Jakaś dwunastoletnia Gryfonka przechodząca obok podskoczyła ze strachu na ten głośny dźwięk. Wyminęłam ją, nie zważając na jej zdumioną minę i przystanęłam przy krawędzi drewnianej podłogi czekając na schody, które jak na złość zbliżały się w moją stronę wyjątkowo wolno.

Zaczęłam przytupywać w miejscu, rozważając w myślach rzucenie się w dół. Z całą pewnością była to szybsza opcja niż schody, nie straciłabym tyle czasu. Zerknęłam na pustą przestrzeń zaczynającą się centymetry od moich stóp.

Merlinie, zaczynasz zachowywać się jak niezrównoważona Ślizgonka.

Odetchnęłam z ulgą, słysząc zgrzyt informujący o przybyciu ruchomych schodów. Uniosłam głowę i momentalnie zamarłam. W moją stronę zbliżali się uczniowie wracający z obiadu, i co o wiele gorsze, Harry i Ron. Los mi dzisiaj zdecydowanie nie sprzyjał.

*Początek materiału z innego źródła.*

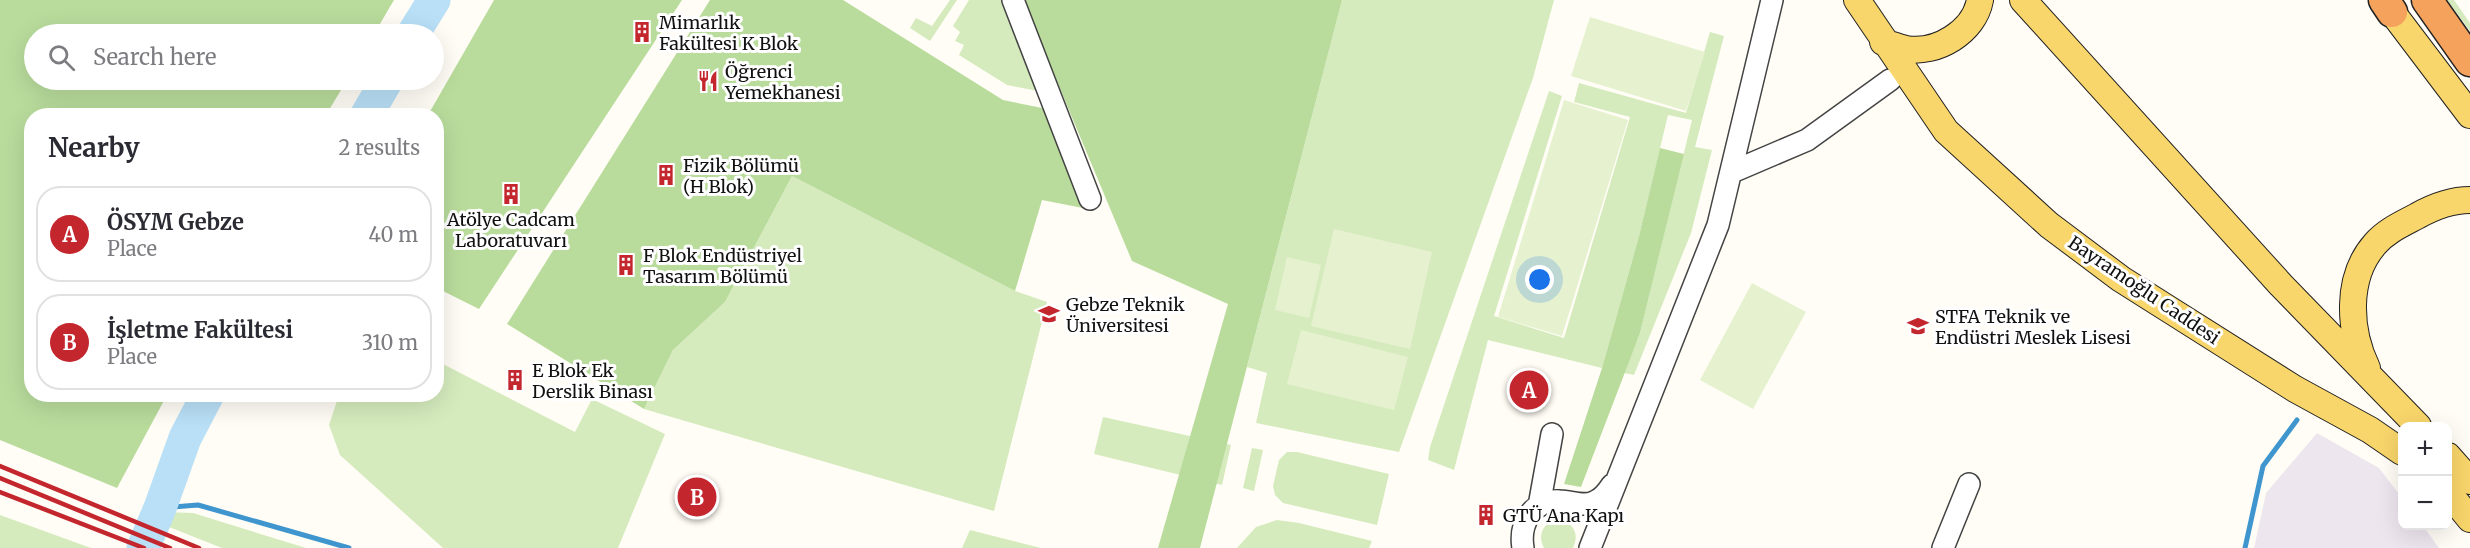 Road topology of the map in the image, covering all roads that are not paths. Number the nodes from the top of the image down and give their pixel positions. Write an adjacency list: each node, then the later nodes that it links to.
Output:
1 (1013, 0): 13 (street)
2 (1772, 0): 12 (street)
3 (1857, 0): 8 (main road, Bayramoğlu Caddesi)
4 (1980, 0): 8 (main road)
5 (2023, 0): 15 (main road)
6 (2427, 0): 9 (highway)
7 (2388, 6): 11 (main road)
8 (1883, 42): 18 (main road, Bayramoğlu Caddesi)
9 (2470, 61)
10 (1890, 80): 12 (street)
11 (2470, 115)
12 (1732, 172): 20 (street)
13 (1090, 199)
14 (2470, 200): 15 (main road)
15 (2376, 384): 16 (main road)
16 (2414, 422)
17 (1552, 434): 24 (street)
18 (2398, 449)
19 (2452, 461): 21 (main road)
20 (1623, 466): 24 (street); 27 (street)
21 (2470, 481)
22 (1969, 484): 28 (street)
23 (2452, 497): 25 (main road)
24 (1539, 506): 26 (street)
25 (2470, 519)
26 (1523, 548)
27 (1590, 548)
28 (1943, 548)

Zaczęłam rozważać możliwość ucieczki, i z każdą sekundą utwierdzałam się w jej słuszności. Sekundę po tym jak podjęłam decyzję o zniknięciu przyjaciołom z oczu oni dotarli do mnie, mierząc mnie zagadkowymi spojrzeniami.

Merlinie, miej mnie w opiece.

- Hermiona. - głos Harry'ego pełny był niedowierzania.

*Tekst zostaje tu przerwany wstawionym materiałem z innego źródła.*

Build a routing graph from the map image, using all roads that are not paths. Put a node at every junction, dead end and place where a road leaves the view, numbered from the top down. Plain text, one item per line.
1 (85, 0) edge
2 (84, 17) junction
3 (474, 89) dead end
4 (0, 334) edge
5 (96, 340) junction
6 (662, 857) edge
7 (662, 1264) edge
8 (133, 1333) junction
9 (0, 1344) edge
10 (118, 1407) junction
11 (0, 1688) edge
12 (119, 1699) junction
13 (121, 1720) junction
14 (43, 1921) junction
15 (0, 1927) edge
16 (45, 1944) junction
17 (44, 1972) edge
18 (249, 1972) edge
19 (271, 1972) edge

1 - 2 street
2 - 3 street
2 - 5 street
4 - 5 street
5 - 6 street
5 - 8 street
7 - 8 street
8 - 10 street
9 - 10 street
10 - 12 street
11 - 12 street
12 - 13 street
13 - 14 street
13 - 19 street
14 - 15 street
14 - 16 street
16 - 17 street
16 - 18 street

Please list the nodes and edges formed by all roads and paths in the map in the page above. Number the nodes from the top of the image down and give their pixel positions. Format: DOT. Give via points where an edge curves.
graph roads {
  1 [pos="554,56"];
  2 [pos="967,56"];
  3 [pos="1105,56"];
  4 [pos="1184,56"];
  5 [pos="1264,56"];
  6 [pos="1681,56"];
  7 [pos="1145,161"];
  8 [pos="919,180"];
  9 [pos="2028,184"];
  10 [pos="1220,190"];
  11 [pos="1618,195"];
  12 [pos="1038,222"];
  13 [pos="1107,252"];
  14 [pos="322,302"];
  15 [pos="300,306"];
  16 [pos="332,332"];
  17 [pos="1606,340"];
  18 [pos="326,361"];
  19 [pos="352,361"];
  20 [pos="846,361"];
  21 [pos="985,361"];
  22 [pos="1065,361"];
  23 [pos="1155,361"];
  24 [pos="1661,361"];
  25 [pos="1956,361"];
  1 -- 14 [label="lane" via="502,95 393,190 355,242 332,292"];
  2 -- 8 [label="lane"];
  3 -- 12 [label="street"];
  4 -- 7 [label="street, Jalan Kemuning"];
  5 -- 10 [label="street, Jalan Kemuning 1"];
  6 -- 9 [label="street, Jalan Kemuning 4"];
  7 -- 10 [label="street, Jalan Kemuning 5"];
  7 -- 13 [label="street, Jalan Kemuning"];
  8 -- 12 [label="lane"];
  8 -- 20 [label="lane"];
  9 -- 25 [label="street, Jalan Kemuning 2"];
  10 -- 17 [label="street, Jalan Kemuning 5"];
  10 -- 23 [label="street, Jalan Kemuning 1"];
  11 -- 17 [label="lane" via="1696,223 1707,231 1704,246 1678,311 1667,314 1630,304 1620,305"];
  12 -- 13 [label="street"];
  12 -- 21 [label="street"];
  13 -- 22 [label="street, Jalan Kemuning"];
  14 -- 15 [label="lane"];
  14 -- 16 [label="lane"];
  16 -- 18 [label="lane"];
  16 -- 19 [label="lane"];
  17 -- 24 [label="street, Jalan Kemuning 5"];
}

- Cześć Harry. - mruknęłam bez entuzjazmu. Specjalnie zignorowałam rudzielca, który stanął obok czarnowłosego, taksując mnie uważnym wzrokiem.

- Co ty tu robisz? - Harry dalej wydawał się być szczerze zaskoczony moim widokiem.

- Stoję. Ja też potrzebuję schodów, jak byś nie wiedział. - odparłam niezbyt miło, przystępując z nogi na nogę.

Harry machnął ręką, zbywając moje ostatnie słowa.

- Wiem, wiem. Chodziło mi o to, że... - zawahał się. - Ostatnio rzadko się widujemy, właściwie to tylko na lekcjach... - zaciął się.